Innovative software assembles complete genome sequences in days
Washington, February 18
Researchers have developed and released an innovative software tool to assemble truly complete, gapless genome sequences from a variety of species, according to a new study.
This software, called Verkko, makes the process of assembling complete genome sequences more affordable and accessible, the study said.
Researchers from National Institutes of Health (NIH), US, developed the software.
Verkko, which means “network” in Finnish, grew from assembling the first gapless human genome sequence, which was finished last year by the Telomere-to-Telomere (T2T) consortium, a collaborative project funded by the National Human Genome Research Institute (NHGRI), part of NIH, the study said.
A description of the new software is published in the journal Nature Biotechnology.
“We took everything we learned in the T2T project and automated the process,” said NHGRI associate investigator Sergey Koren, who led the creation of Verkko and is senior author on the paper.
“Now with Verkko, we can essentially push a button and automatically get a complete genome sequence,” said Koren.
The T2T consortium used new DNA sequencing technologies and analytical methods to generate and assemble the remaining 8-10 per cent of the human genome sequence, the study said.
However, the researchers assembled those fragments manually – a process that took this massive and highly skilled team several years to complete, they said.
Verkko can finish the same task in a couple of days, they said.
Assembling a genome sequence is like putting together a jigsaw puzzle, and different DNA sequencing technologies generate different types of genomic puzzle pieces.
Some are small and highly detailed, while others are much bigger though the image is blurry, the researchers said.
Verkko compares and assembles both types of pieces to generate a complete and accurate picture, the study said.
The study described that Verkko started by putting together the small, detailed pieces, creating many partially assembled but disconnected segments of sequence.
Then, Verkko compared the assembled regions with the larger, less precise pieces.
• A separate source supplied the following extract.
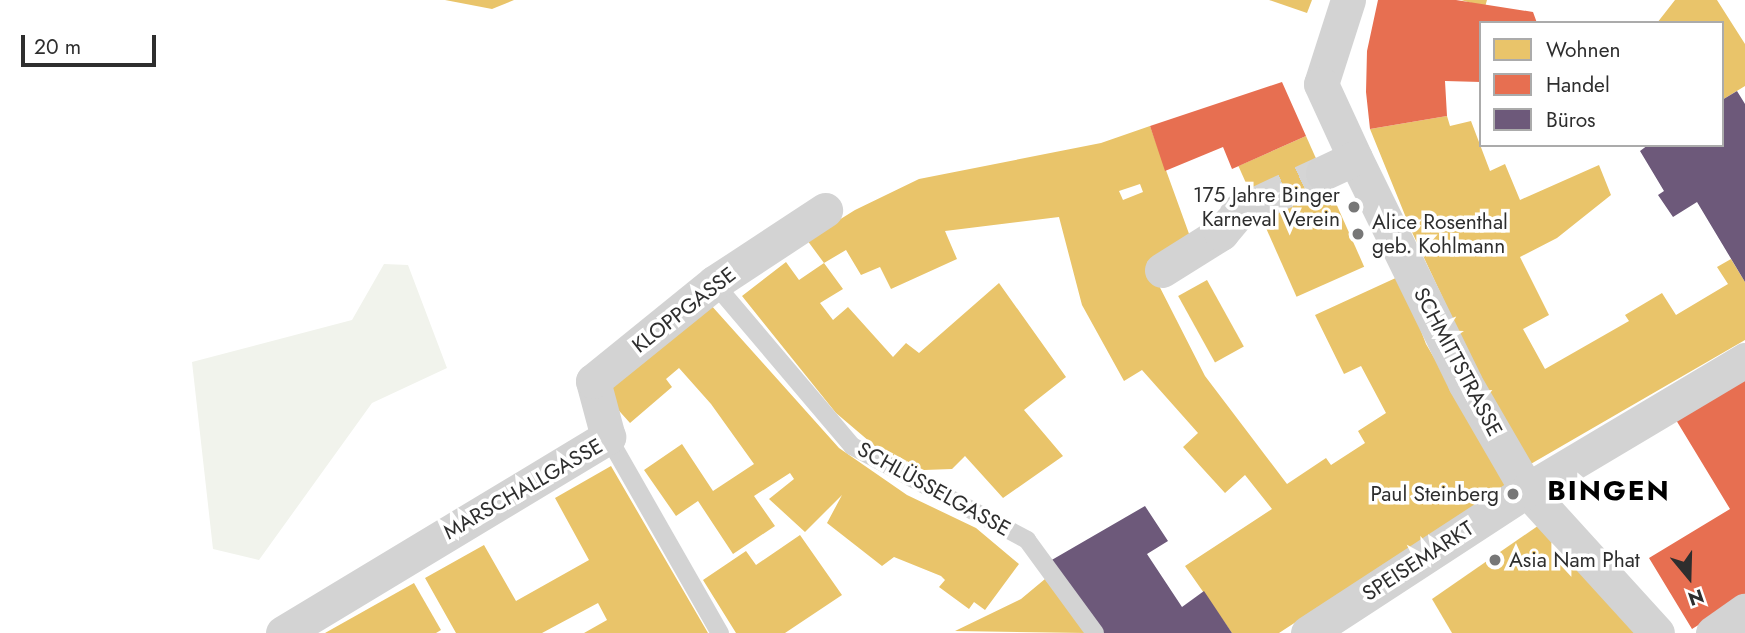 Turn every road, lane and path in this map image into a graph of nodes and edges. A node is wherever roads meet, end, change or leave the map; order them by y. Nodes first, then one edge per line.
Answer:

These larger pieces served as a framework to order the more detailed regions, the study said.
The final product is an accurate and complete genome sequence.
The researchers tested Verkko with human and non-human genome sequencing data, they said.
The software quickly and precisely assembled the sequences of whole chromosomes, which was once a painstaking feat, the study said.
As Verkko leads to more complete human genome sequences, researchers can better assess human genomic diversity, they said.
With only one gapless human genome sequence, scientists currently lack knowledge about the diversity of many portions of the genome, such as regions of highly repetitive DNA, across the human population, the study said.
Verkko will also accelerate efforts to generate gapless genome sequences of species commonly used in research, such as mice, fruit flies and zebrafish, improving their usefulness to scientists, the study said.
Additionally, generating gapless genome sequences from a variety of plants, animals and other organisms will aid in comparative genomics, the study of the differences and similarities among the genomes of diverse species, the study said.
“Verkko can democratize generating gapless genome sequences,” said Adam Phillippy, an NHGRI senior investigator who worked on the T2T project and the development of Verkko.
“This new software will make assembling complete genome sequences as affordable and routine as possible,” said Phillippy.